Partial Sorting with Fewer Large Percepts

Posted: October 11, 2019 at 5:56 pm

The following images are a few variations on shifting a smaller subset of large percepts that are shifted to the upper 3/4 (top) and middle (bottom) of the stack. Of these partial stacked explorations, I think the top image is the strongest yet, but it still seems too uniform compared to the unsorted version. I have a couple more ideas for variations, but so far nothing is an improvement on the unsorted version.


#9 Exploration

Posted: October 11, 2019 at 9:50 am

This is the last painting on the long-list to be explored! I’ll re-post a gallery of the final images that will be the set that I’ll select from for the final works. The top image is my selection, and I’ve included two explorations below it.


Partial Sorting

Posted: October 10, 2019 at 11:06 am

Looking back at the sorted and unsorted versions I realized I like aspects of both of them. The sorted version certainly has more flow, but the smaller segments all on top obliterate any photographic reading. The unsorted version is strong because the larger photographic segments are readable, but they also interrupt the flow. The images below show intermediary versions where the segments are sorted, but then a subset of the largest segments are shifted up in the stack (rendering order) to increase the photographic readability. I still think the unsorted version is strongest, probably due to the variation of texture over the image. In these explorations below, the sorting by area means the texture is quite inform. I may try a few more variations where a much smaller section of large percepts moved up higher; in the images below 25% and 15% of the largest percepts are inserted into the middle, top quarter and top 15% of the stack, respectively. I think these partial sorted variations are more intentional than the randomly shuffled explorations; I want larger segments to be near the top, but perhaps not at the top.

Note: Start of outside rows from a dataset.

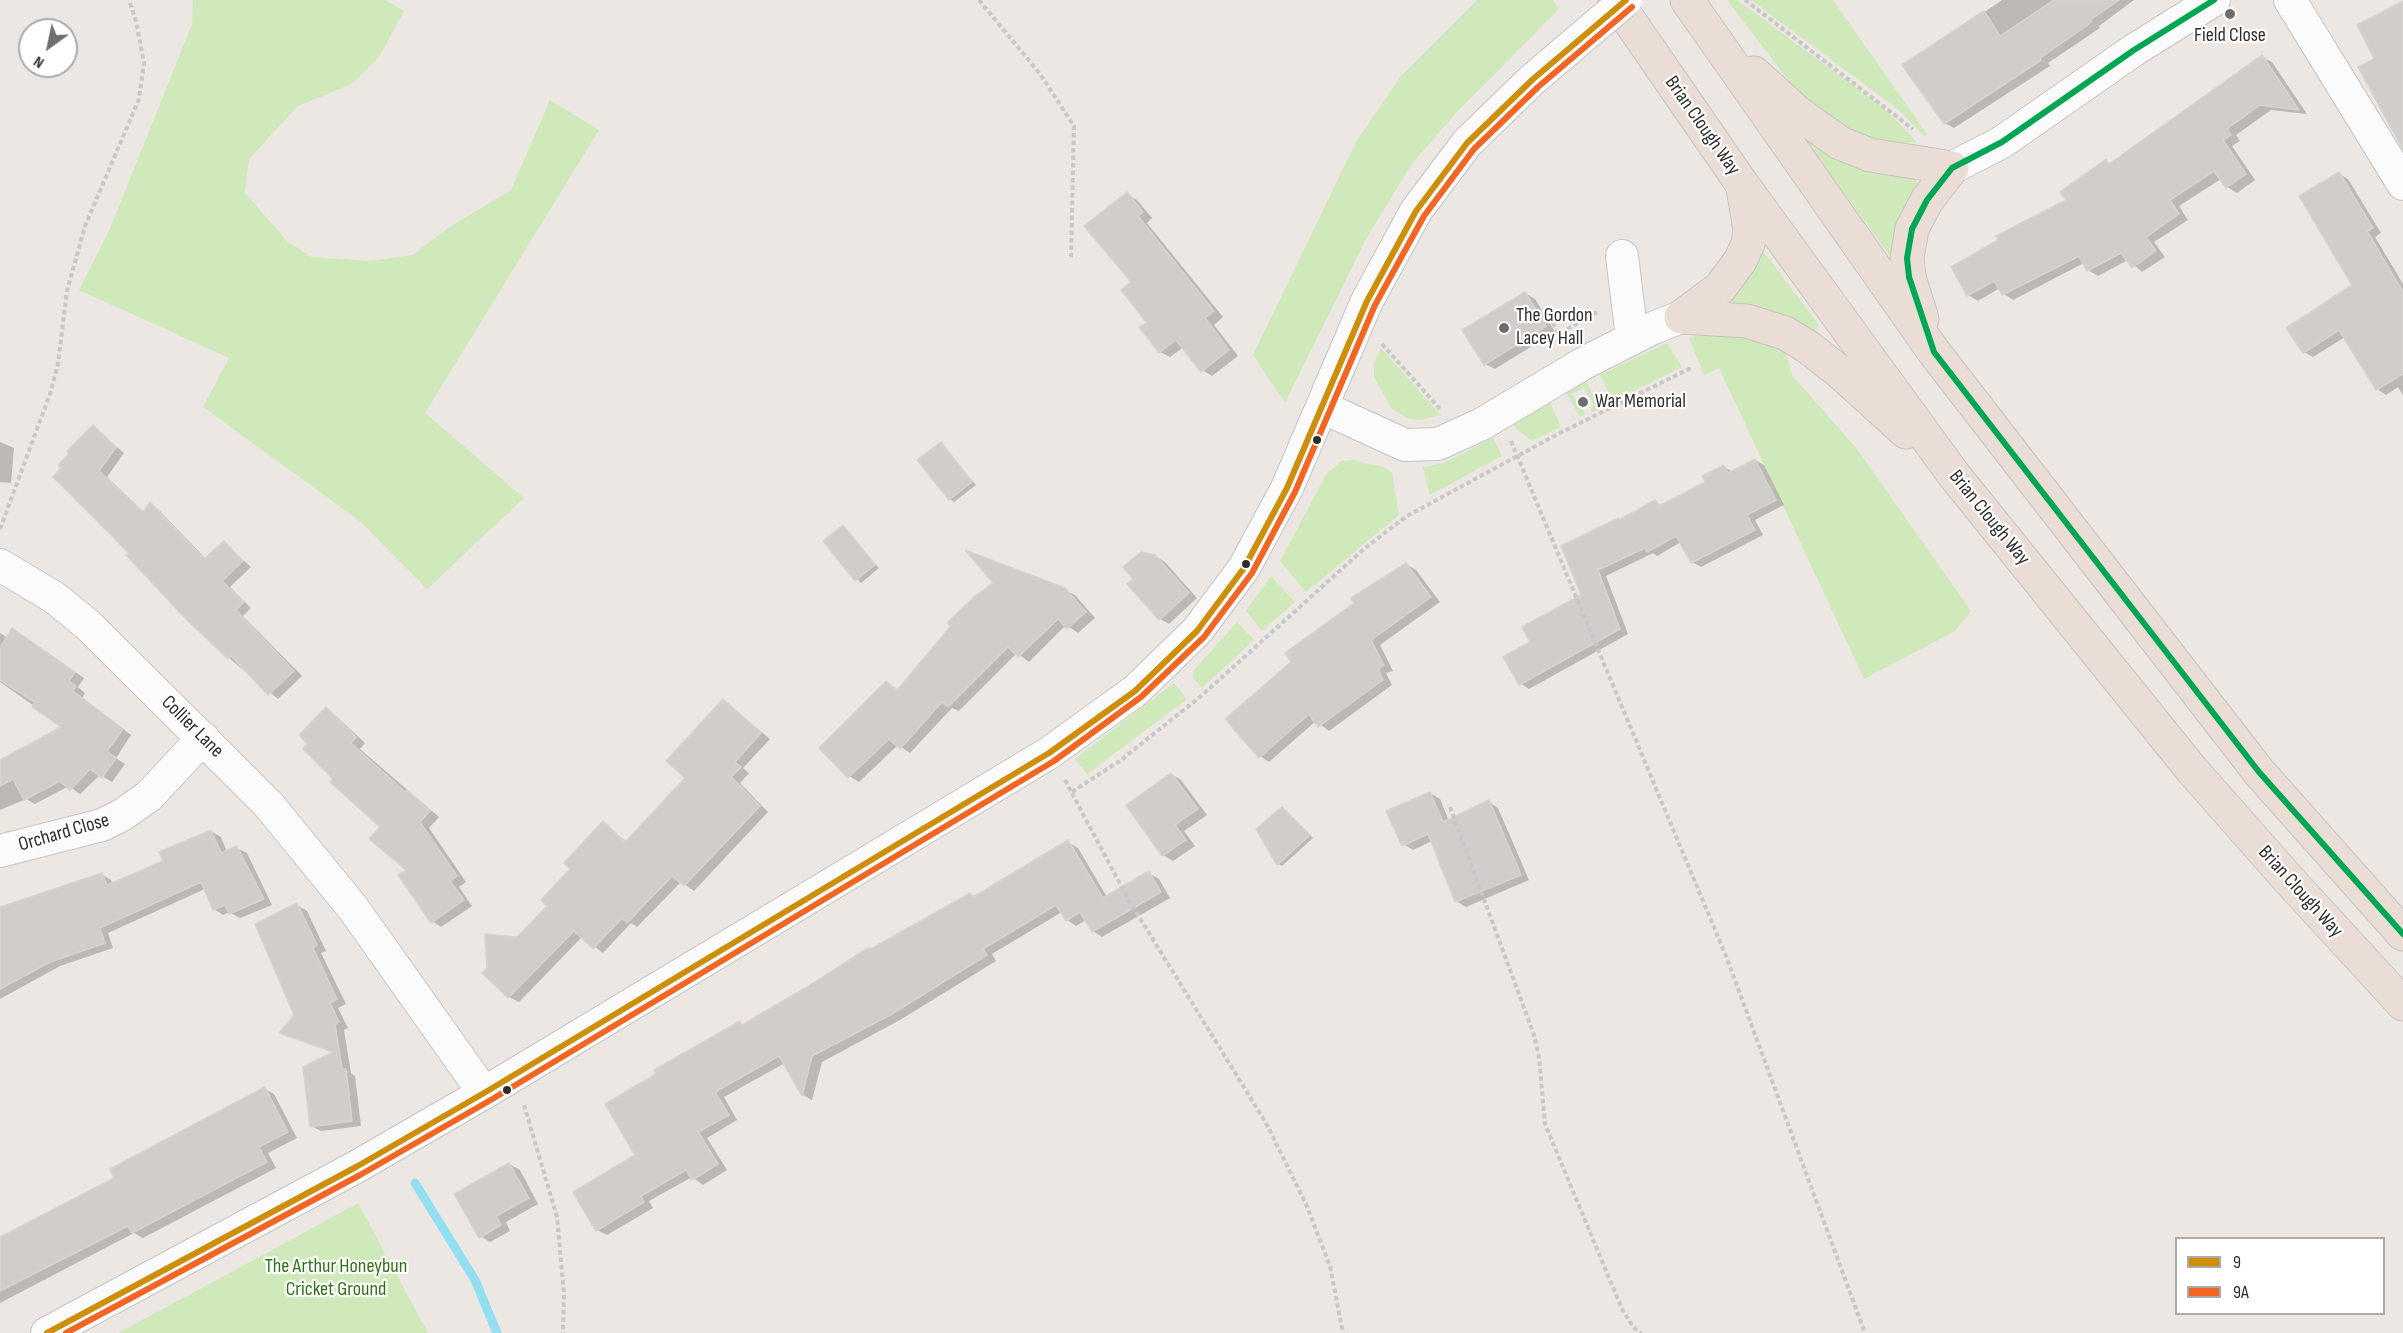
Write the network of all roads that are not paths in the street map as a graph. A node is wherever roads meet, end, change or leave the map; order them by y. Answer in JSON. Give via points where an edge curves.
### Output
{"nodes":[{"id":1,"x":1615,"y":0,"type":"edge"},
{"id":2,"x":1626,"y":0,"type":"edge"},
{"id":3,"x":1687,"y":0,"type":"edge"},
{"id":4,"x":2214,"y":0,"type":"edge"},
{"id":5,"x":2290,"y":0,"type":"edge"},
{"id":6,"x":1708,"y":31,"type":"junction"},
{"id":7,"x":1952,"y":168,"type":"junction"},
{"id":8,"x":1742,"y":184,"type":"junction"},
{"id":9,"x":2403,"y":184,"type":"edge"},
{"id":10,"x":1623,"y":256,"type":"dead end"},
{"id":11,"x":1681,"y":317,"type":"junction"},
{"id":12,"x":1632,"y":338,"type":"junction"},
{"id":13,"x":1934,"y":352,"type":"junction"},
{"id":14,"x":1322,"y":407,"type":"junction"},
{"id":15,"x":1954,"y":475,"type":"junction"},
{"id":16,"x":0,"y":565,"type":"edge"},
{"id":17,"x":203,"y":738,"type":"junction"},
{"id":18,"x":0,"y":851,"type":"edge"},
{"id":19,"x":2403,"y":934,"type":"edge"},
{"id":20,"x":2403,"y":1004,"type":"edge"},
{"id":21,"x":484,"y":1093,"type":"junction"},
{"id":22,"x":47,"y":1333,"type":"edge"}],
"edges":[{"from":1,"to":8,"type":"highway","name":"Brian Clough Way"},
{"from":2,"to":14,"type":"street","bridge":true,"via":[[1532,80],[1467,143],[1442,175],[1396,243]]},
{"from":3,"to":6,"type":"highway"},
{"from":4,"to":7,"type":"street","via":[[2002,142]]},
{"from":5,"to":9,"type":"street"},
{"from":6,"to":7,"type":"highway","via":[[1798,113],[1840,143],[1870,155]]},
{"from":6,"to":13,"type":"highway"},
{"from":7,"to":13,"type":"highway","via":[[1927,200],[1912,229],[1907,258],[1912,294]]},
{"from":8,"to":11,"type":"highway","via":[[1750,229],[1744,252],[1720,288]]},
{"from":8,"to":15,"type":"highway","name":"Brian Clough Way"},
{"from":10,"to":12,"type":"street"},
{"from":11,"to":12,"type":"street"},
{"from":11,"to":15,"type":"highway","via":[[1747,321],[1785,333],[1808,346]]},
{"from":12,"to":14,"type":"street","via":[[1438,444],[1405,445]]},
{"from":13,"to":19,"type":"highway","via":[[2259,772]]},
{"from":14,"to":21,"type":"street","via":[[1287,488],[1244,568],[1186,643],[1135,691],[1049,753]]},
{"from":15,"to":20,"type":"highway","name":"Brian Clough Way","via":[[2192,770]]},
{"from":16,"to":17,"type":"street","name":"Collier Lane","via":[[55,598],[88,625]]},
{"from":17,"to":18,"type":"street","name":"Orchard Close","via":[[149,796],[122,815],[102,825]]},
{"from":17,"to":21,"type":"street","name":"Collier Lane","via":[[268,804],[353,908]]},
{"from":21,"to":22,"type":"street","via":[[356,1167]]}]}
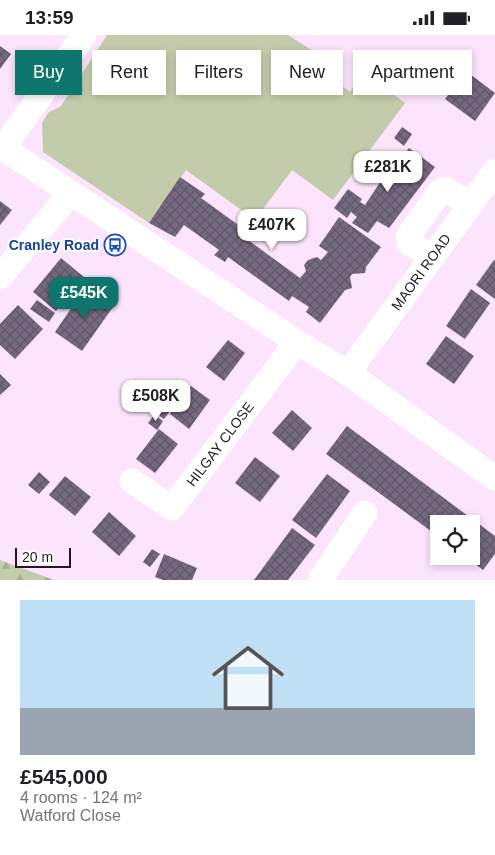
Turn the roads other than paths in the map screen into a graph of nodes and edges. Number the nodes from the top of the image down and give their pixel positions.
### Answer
1 (84, 35) edge
2 (2, 147) edge
3 (495, 171) edge
4 (71, 193) junction
5 (471, 204) junction
6 (433, 257) junction
7 (0, 277) edge
8 (296, 342) junction
9 (348, 373) junction
10 (495, 478) edge
11 (132, 481) dead end
12 (365, 513) dead end
13 (320, 580) edge

1 - 2 street
2 - 4 street
3 - 5 street, MAORI ROAD
4 - 7 street
4 - 8 street
5 - 6 street, MAORI ROAD
5 - 6 street
6 - 9 street, MAORI ROAD
8 - 9 street
8 - 11 street, HILGAY CLOSE
9 - 10 street
12 - 13 street

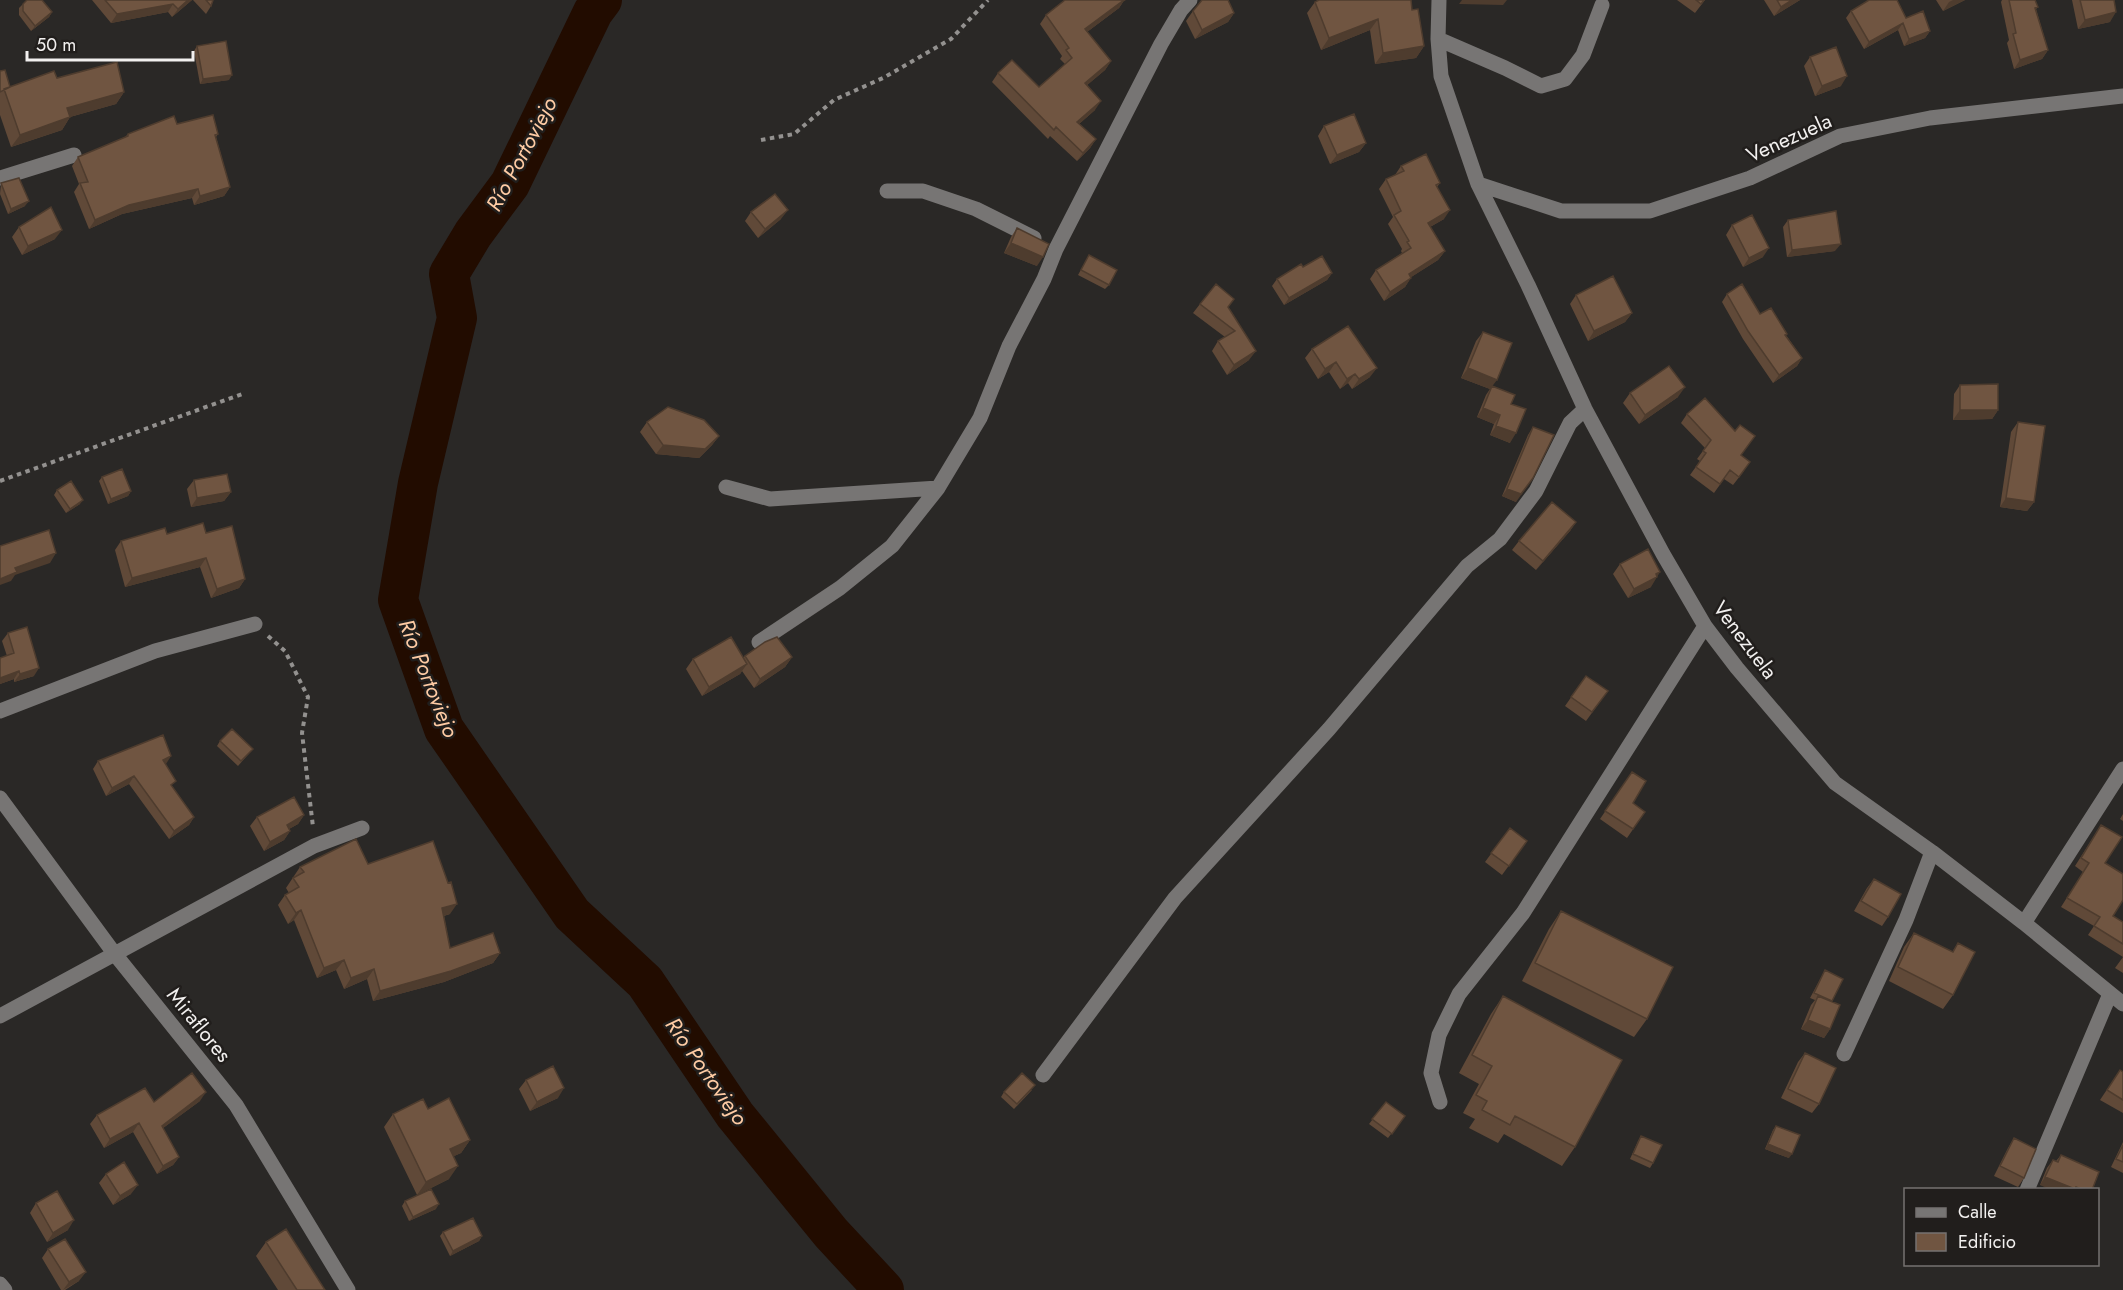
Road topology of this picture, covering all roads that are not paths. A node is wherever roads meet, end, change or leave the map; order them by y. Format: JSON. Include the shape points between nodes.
{"nodes":[{"id":1,"x":1190,"y":0,"type":"edge"},
{"id":2,"x":1439,"y":0,"type":"edge"},
{"id":3,"x":1602,"y":5,"type":"dead end"},
{"id":4,"x":1438,"y":39,"type":"junction"},
{"id":5,"x":2123,"y":96,"type":"edge"},
{"id":6,"x":74,"y":155,"type":"dead end"},
{"id":7,"x":0,"y":178,"type":"edge"},
{"id":8,"x":1478,"y":184,"type":"junction"},
{"id":9,"x":887,"y":191,"type":"dead end"},
{"id":10,"x":1056,"y":249,"type":"junction"},
{"id":11,"x":1585,"y":409,"type":"junction"},
{"id":12,"x":726,"y":487,"type":"dead end"},
{"id":13,"x":938,"y":488,"type":"junction"},
{"id":14,"x":255,"y":624,"type":"road end"},
{"id":15,"x":1705,"y":626,"type":"junction"},
{"id":16,"x":759,"y":642,"type":"dead end"},
{"id":17,"x":0,"y":711,"type":"edge"},
{"id":18,"x":2123,"y":769,"type":"edge"},
{"id":19,"x":0,"y":798,"type":"edge"},
{"id":20,"x":362,"y":828,"type":"dead end"},
{"id":21,"x":1932,"y":852,"type":"junction"},
{"id":22,"x":2024,"y":923,"type":"junction"},
{"id":23,"x":114,"y":953,"type":"junction"},
{"id":24,"x":2110,"y":994,"type":"junction"},
{"id":25,"x":2123,"y":1004,"type":"edge"},
{"id":26,"x":0,"y":1017,"type":"edge"},
{"id":27,"x":1844,"y":1054,"type":"dead end"},
{"id":28,"x":1044,"y":1076,"type":"dead end"},
{"id":29,"x":1440,"y":1102,"type":"dead end"},
{"id":30,"x":2028,"y":1188,"type":"edge"},
{"id":31,"x":0,"y":1284,"type":"edge"},
{"id":32,"x":5,"y":1290,"type":"edge"},
{"id":33,"x":348,"y":1290,"type":"edge"}],
"edges":[{"from":1,"to":10,"type":"street","via":[[1161,44]]},
{"from":2,"to":4,"type":"street","name":"Venezuela"},
{"from":3,"to":4,"type":"street","via":[[1583,55],[1565,79],[1541,86]]},
{"from":4,"to":8,"type":"street","name":"Venezuela","via":[[1441,76]]},
{"from":5,"to":8,"type":"street","name":"Venezuela","via":[[1930,118],[1840,136],[1750,178],[1650,211],[1561,211]]},
{"from":6,"to":7,"type":"street"},
{"from":8,"to":11,"type":"street","name":"Venezuela"},
{"from":9,"to":10,"type":"street","via":[[923,190],[976,209]]},
{"from":10,"to":13,"type":"street","via":[[1009,346],[980,418]]},
{"from":11,"to":15,"type":"street","name":"Venezuela"},
{"from":11,"to":28,"type":"street","via":[[1570,423],[1536,491],[1500,539],[1467,566],[1329,729],[1175,898]]},
{"from":12,"to":13,"type":"street","via":[[770,499]]},
{"from":13,"to":16,"type":"street","via":[[892,546],[840,588]]},
{"from":14,"to":17,"type":"street","via":[[155,651]]},
{"from":15,"to":21,"type":"street","name":"Venezuela","via":[[1834,783]]},
{"from":15,"to":29,"type":"street","via":[[1523,913],[1459,994],[1439,1035],[1431,1073]]},
{"from":18,"to":22,"type":"street"},
{"from":19,"to":23,"type":"street","name":"Miraflores"},
{"from":20,"to":23,"type":"street","via":[[314,846]]},
{"from":21,"to":22,"type":"street","name":"Venezuela"},
{"from":21,"to":27,"type":"street","via":[[1906,920]]},
{"from":22,"to":24,"type":"street","name":"Venezuela"},
{"from":23,"to":26,"type":"street"},
{"from":23,"to":33,"type":"street","name":"Miraflores","via":[[236,1105]]},
{"from":24,"to":25,"type":"street","name":"Venezuela"},
{"from":24,"to":30,"type":"street"},
{"from":31,"to":32,"type":"street"}]}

#04 Exploration and Refinement

Posted: October 9, 2019 at 11:29 am

The composition of this painting has a large black hole in the middle. The abstraction process seems to emphasize this and I’m not totally sure by the results. The best image (top one) does seem a little too abstract, but the emphasis on that dark area is reduced. I think I’ll try something in between sigma 500 and 600 if this image makes the final cut. Explorations below.


#12 Exploration

Posted: October 7, 2019 at 11:14 am

I’ve ruled this painting out due to the lack of contrast.


#13 Exploration

Posted: October 5, 2019 at 5:16 pm

I can’t say I find anything really interesting about this one, so I’m ruling it out. Following are my explorations.


#2 Exploration and Refinement

Posted: October 4, 2019 at 1:05 pm

I’m quite happy with these results; the top image significantly diverges from the figure shape which is still dominant in the two explorations below.


#19 Exploration

Posted: October 3, 2019 at 11:08 am

I think these are a little too colourful, but I think the version on the left is sufficient for comparison in the set. I’m getting close to finishing the medium resolution images and I may have to scale down a few high resolution images (paintings 13, 12, 4 and 9), which have been crashing the machine due to memory use.


#6 Exploration

Posted: October 1, 2019 at 4:56 pm

I’m quite fond of how this one turned out, but on closer inspection I realized the image I’m working from is a scan of a half-tone reproduction (see detail below). If this image makes the selection, I’ll have to find a photographic source. The best image is the largest above with two explorations beneath it.

(more…)

#25 Exploration

Posted: October 1, 2019 at 4:44 pm


Final Experiment Using Colour Histogram Features

Posted: September 27, 2019 at 11:29 am

My talos search using a 24 bin colour histogram finished. The best model achieved accuracies of 76.6% (training), 74.6% (validation) and 74.2% (test). Compare this to accuracies of 93.3% (training), 71.2% (validation) and 72.0% (test) for the previous best model using initial features. On the test set, this is an improvement of only ~2%. The confusion matrix is quite a lot more skewed with 224 false positives and only 78 false negatives. Compare this to 191 false positives and 136 false negatives for the previous best model using initial features. As the histogram features would need to be calculated after rendering, I think it’s best to stick with the initial features where the output of a generator can be classified before rendering, which will be much more efficient.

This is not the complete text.